Task directions >> Exclude the images, then return every line below exactly as written.

----- Extracted information -----

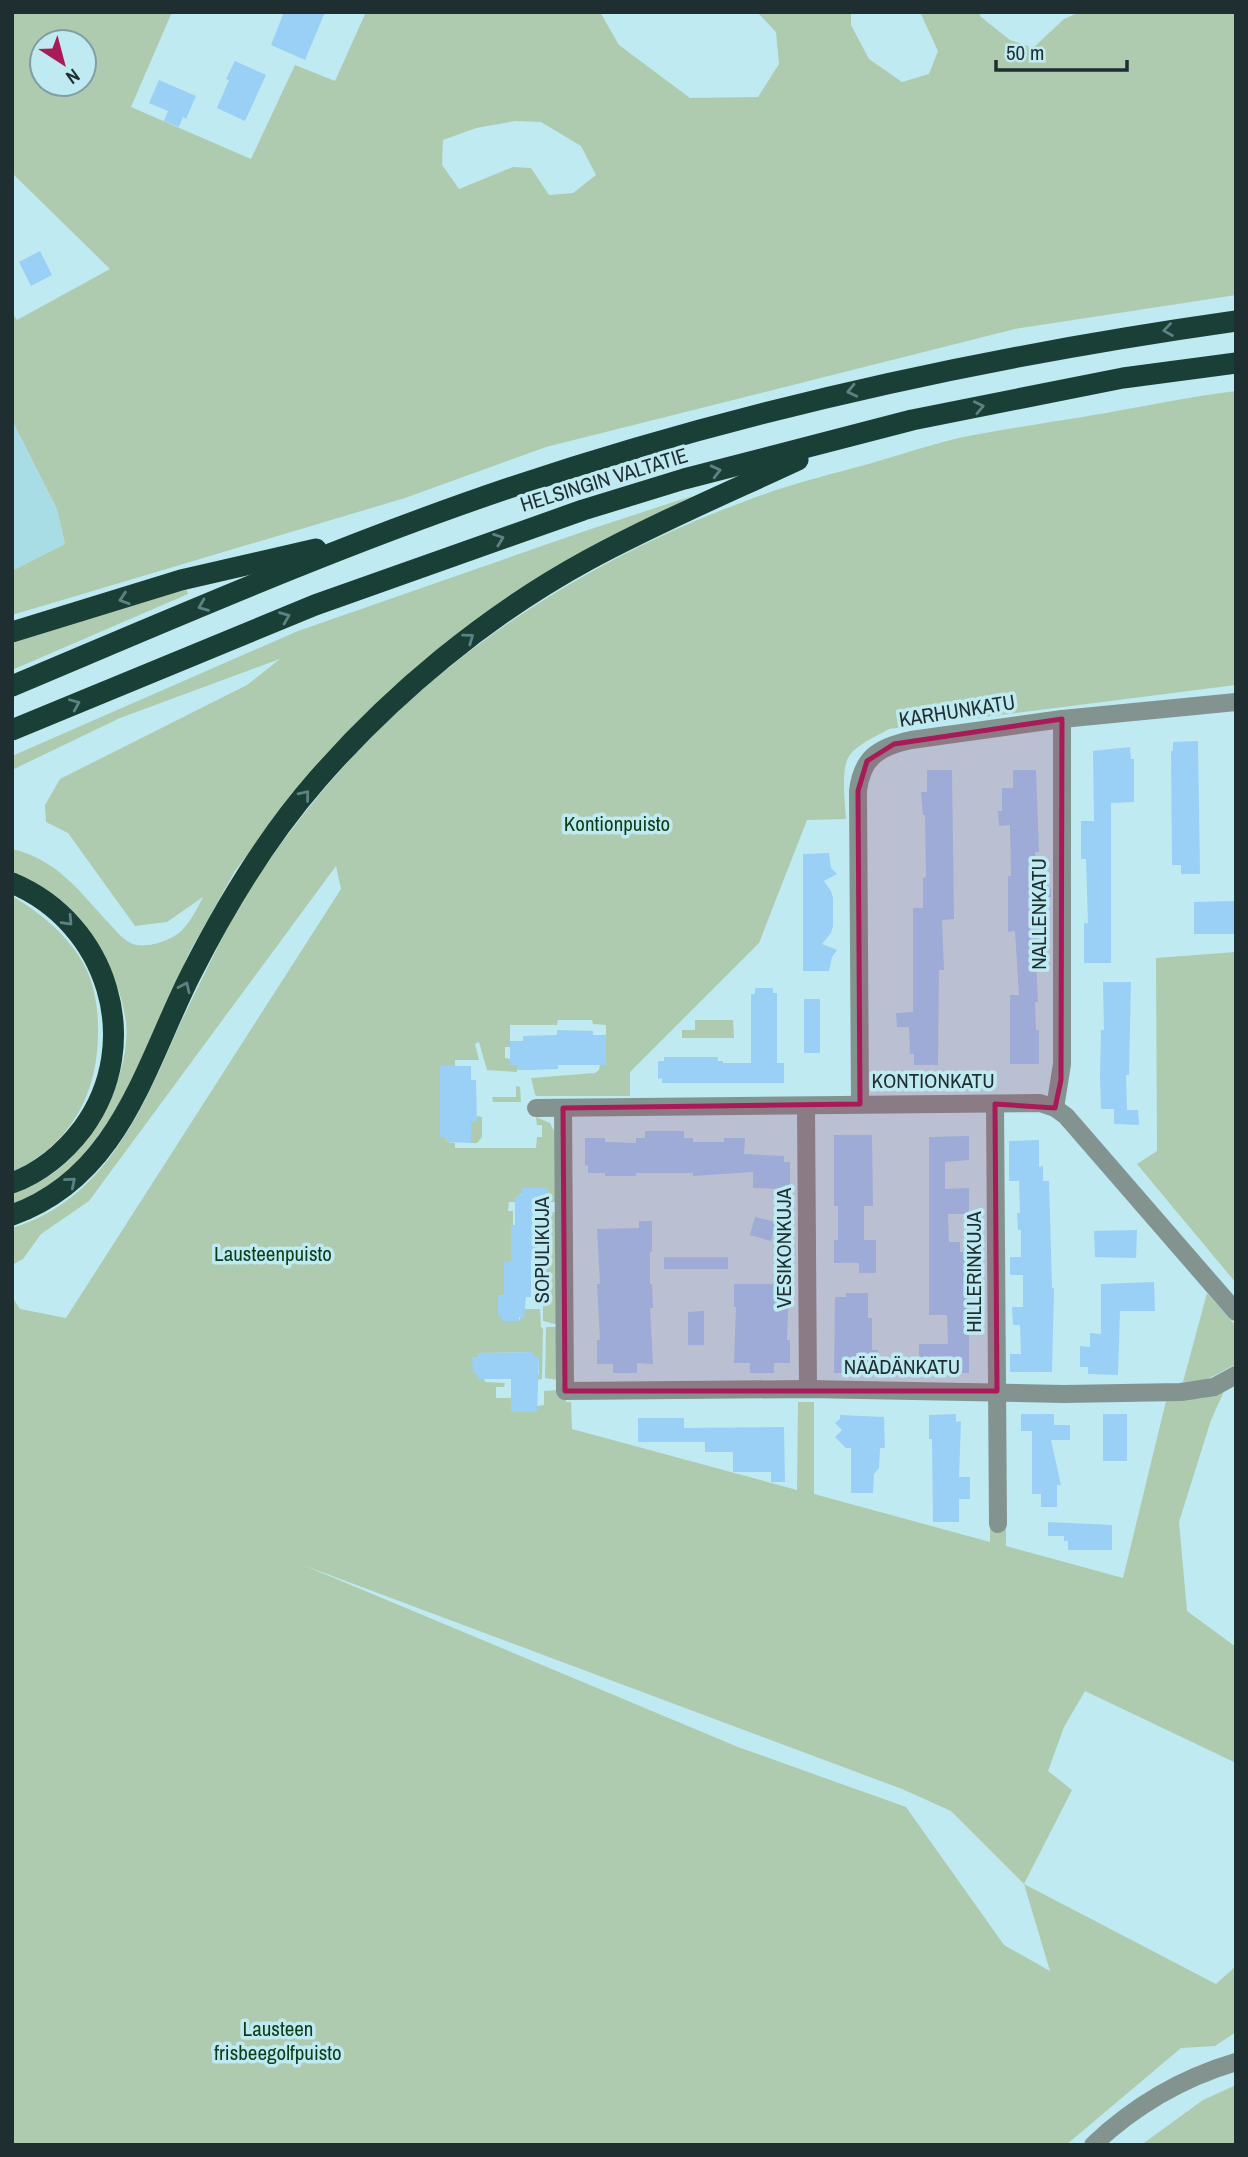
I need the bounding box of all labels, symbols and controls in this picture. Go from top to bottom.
north arrow [28,28,98,98]
scale bar [996,28,1127,72]
text: 50 m [1006,38,1044,67]
text: N [61,63,85,91]
one-way arrow [1162,322,1174,337]
one-way arrow [846,382,858,397]
one-way arrow [973,400,985,415]
street label: HELSINGIN VALTATIE [516,440,691,519]
one-way arrow [710,465,722,479]
one-way arrow [493,533,505,547]
one-way arrow [118,591,130,605]
one-way arrow [198,598,210,612]
one-way arrow [279,611,291,625]
one-way arrow [462,634,474,646]
street label: KARHUNKATU [897,687,1017,734]
one-way arrow [68,698,81,712]
one-way arrow [297,790,309,803]
park label: Kontionpuisto [564,809,670,838]
street label: NALLENKATU [1024,858,1053,970]
one-way arrow [59,913,72,926]
one-way arrow [177,982,191,994]
street label: KONTIONKATU [871,1066,995,1095]
one-way arrow [63,1178,76,1190]
street label: VESIKONKUJA [769,1187,798,1308]
street label: SOPULIKUJA [527,1196,556,1304]
street label: HILLERINKUJA [959,1211,988,1333]
park label: Lausteenpuisto [214,1239,332,1268]
street label: NÄÄDÄNKATU [844,1352,960,1381]
park label: Lausteen frisbeegolfpuisto [214,2014,342,2067]

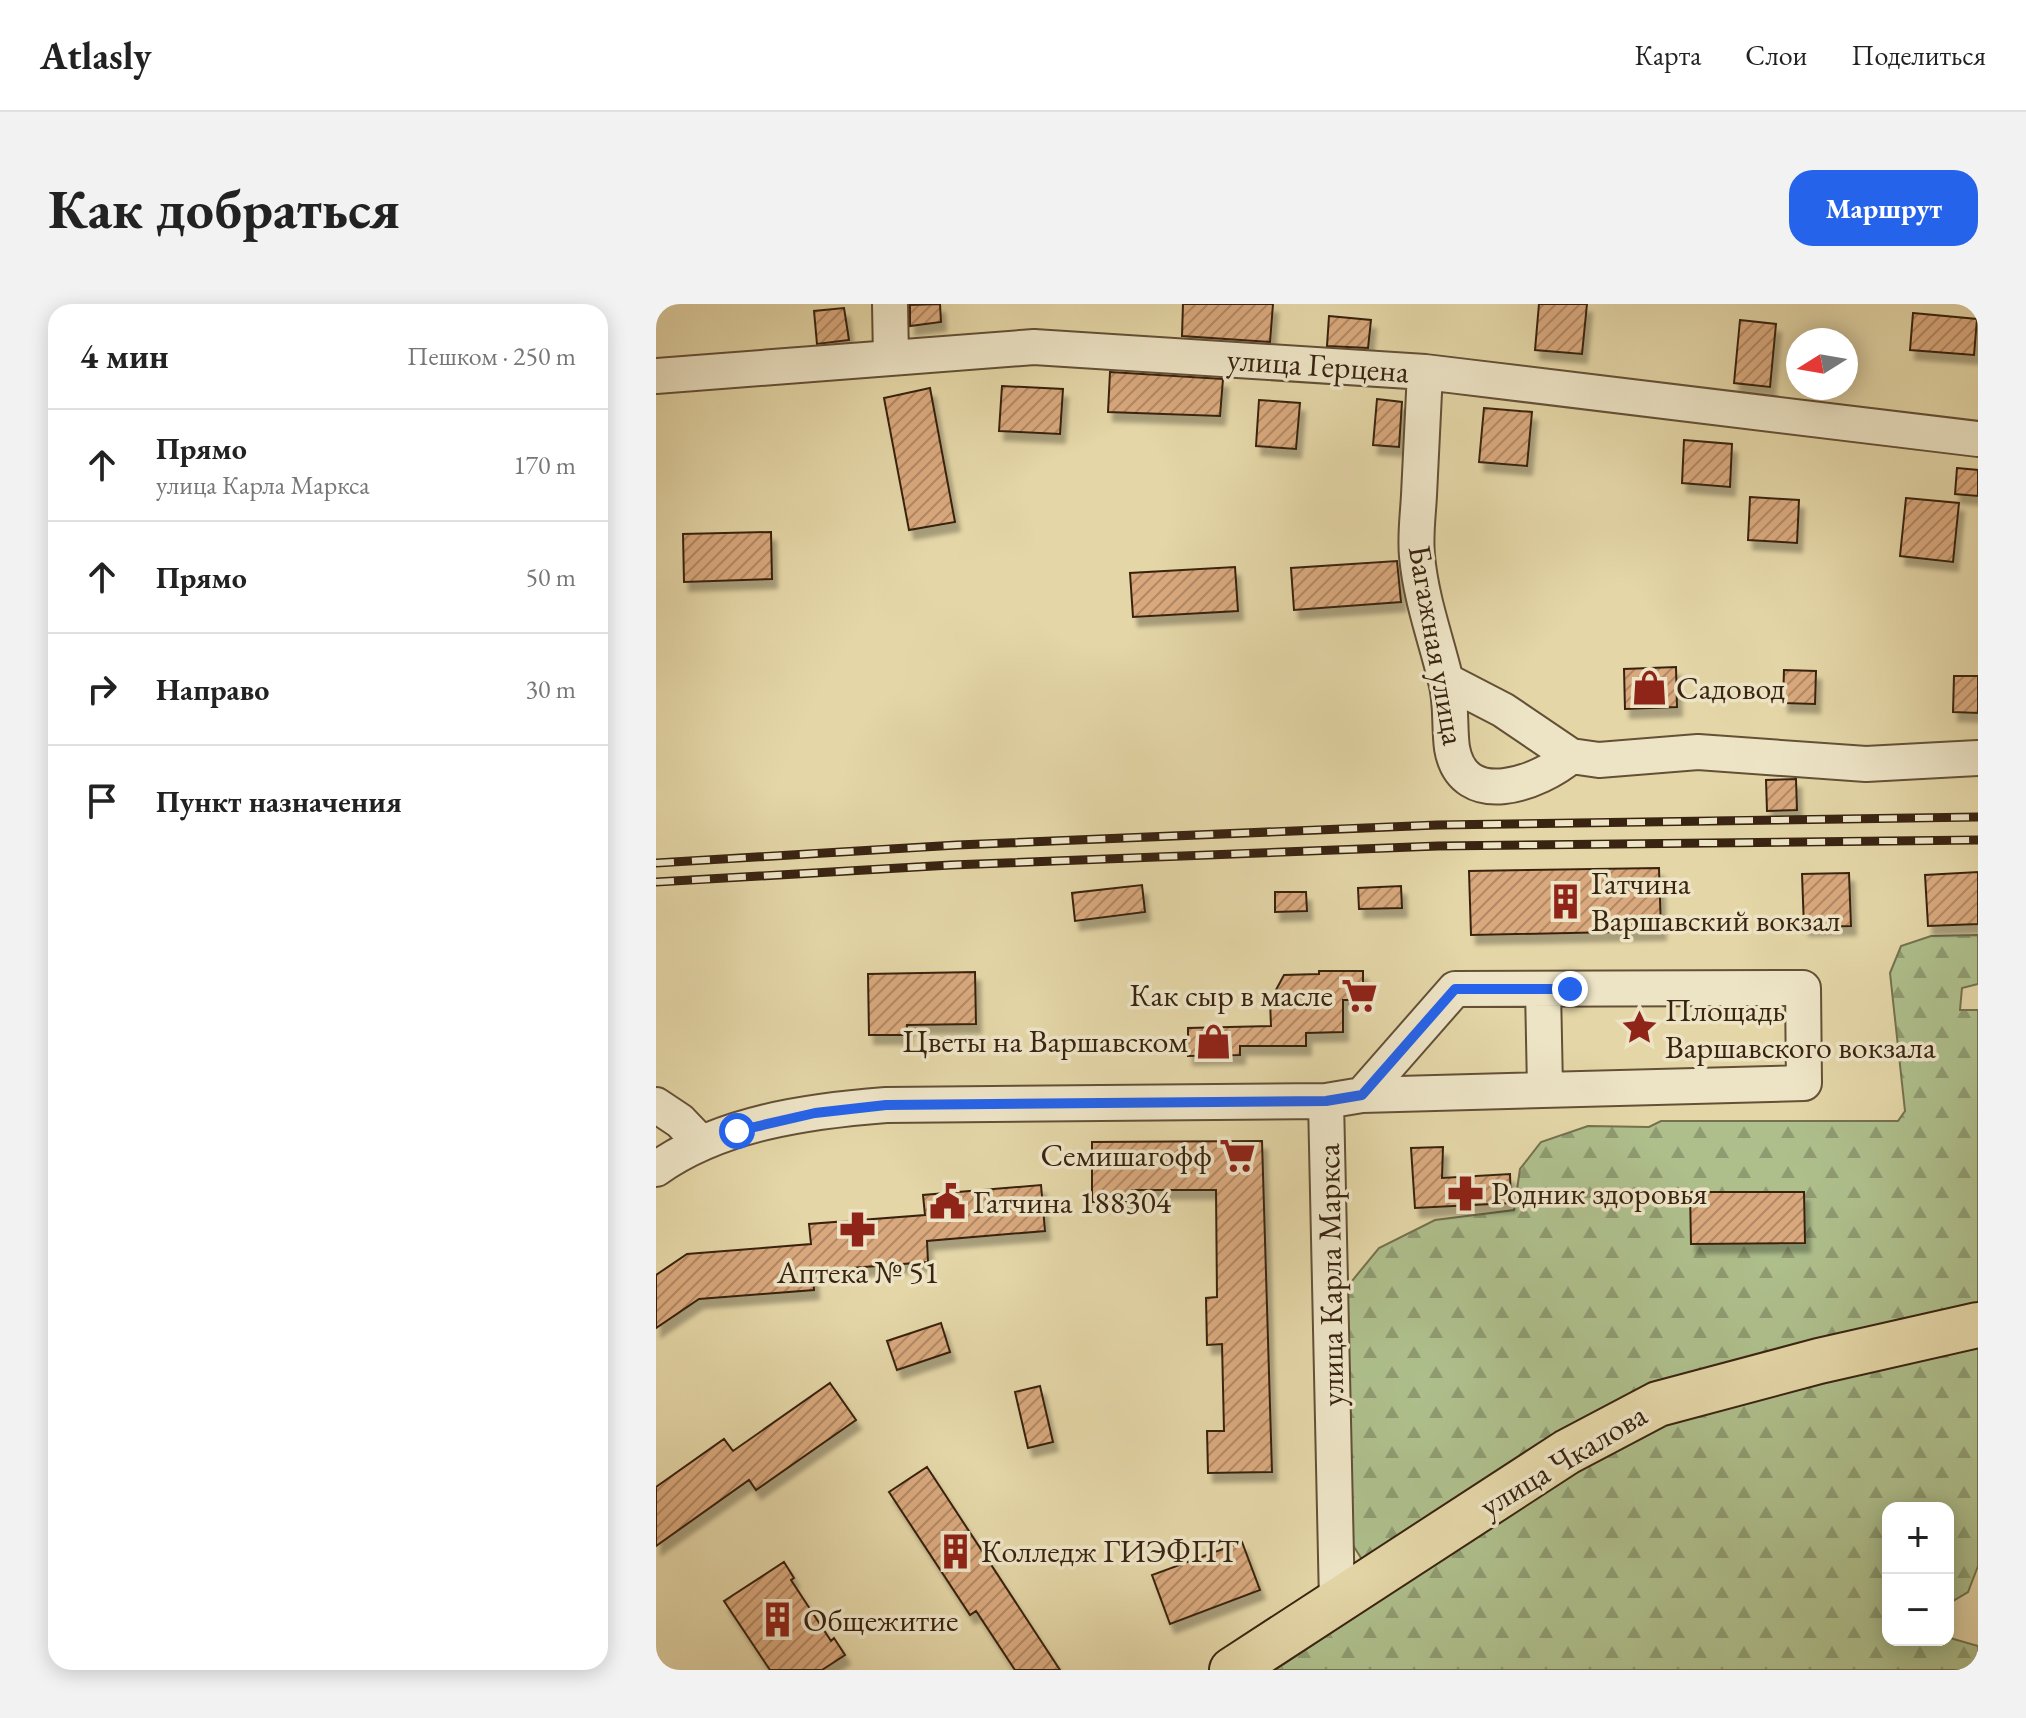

-----

Final answer >>
I need the bounding box of all labels, symbols and controls in this picture. Go from top to bottom.
north arrow [28,28,98,98]
scale bar [996,28,1127,72]
text: 50 m [1006,38,1044,67]
text: N [61,63,85,91]
one-way arrow [1162,322,1174,337]
one-way arrow [846,382,858,397]
one-way arrow [973,400,985,415]
street label: HELSINGIN VALTATIE [516,440,691,519]
one-way arrow [710,465,722,479]
one-way arrow [493,533,505,547]
one-way arrow [118,591,130,605]
one-way arrow [198,598,210,612]
one-way arrow [279,611,291,625]
one-way arrow [462,634,474,646]
street label: KARHUNKATU [897,687,1017,734]
one-way arrow [68,698,81,712]
one-way arrow [297,790,309,803]
park label: Kontionpuisto [564,809,670,838]
street label: NALLENKATU [1024,858,1053,970]
one-way arrow [59,913,72,926]
one-way arrow [177,982,191,994]
street label: KONTIONKATU [871,1066,995,1095]
one-way arrow [63,1178,76,1190]
street label: VESIKONKUJA [769,1187,798,1308]
street label: SOPULIKUJA [527,1196,556,1304]
street label: HILLERINKUJA [959,1211,988,1333]
park label: Lausteenpuisto [214,1239,332,1268]
street label: NÄÄDÄNKATU [844,1352,960,1381]
park label: Lausteen frisbeegolfpuisto [214,2014,342,2067]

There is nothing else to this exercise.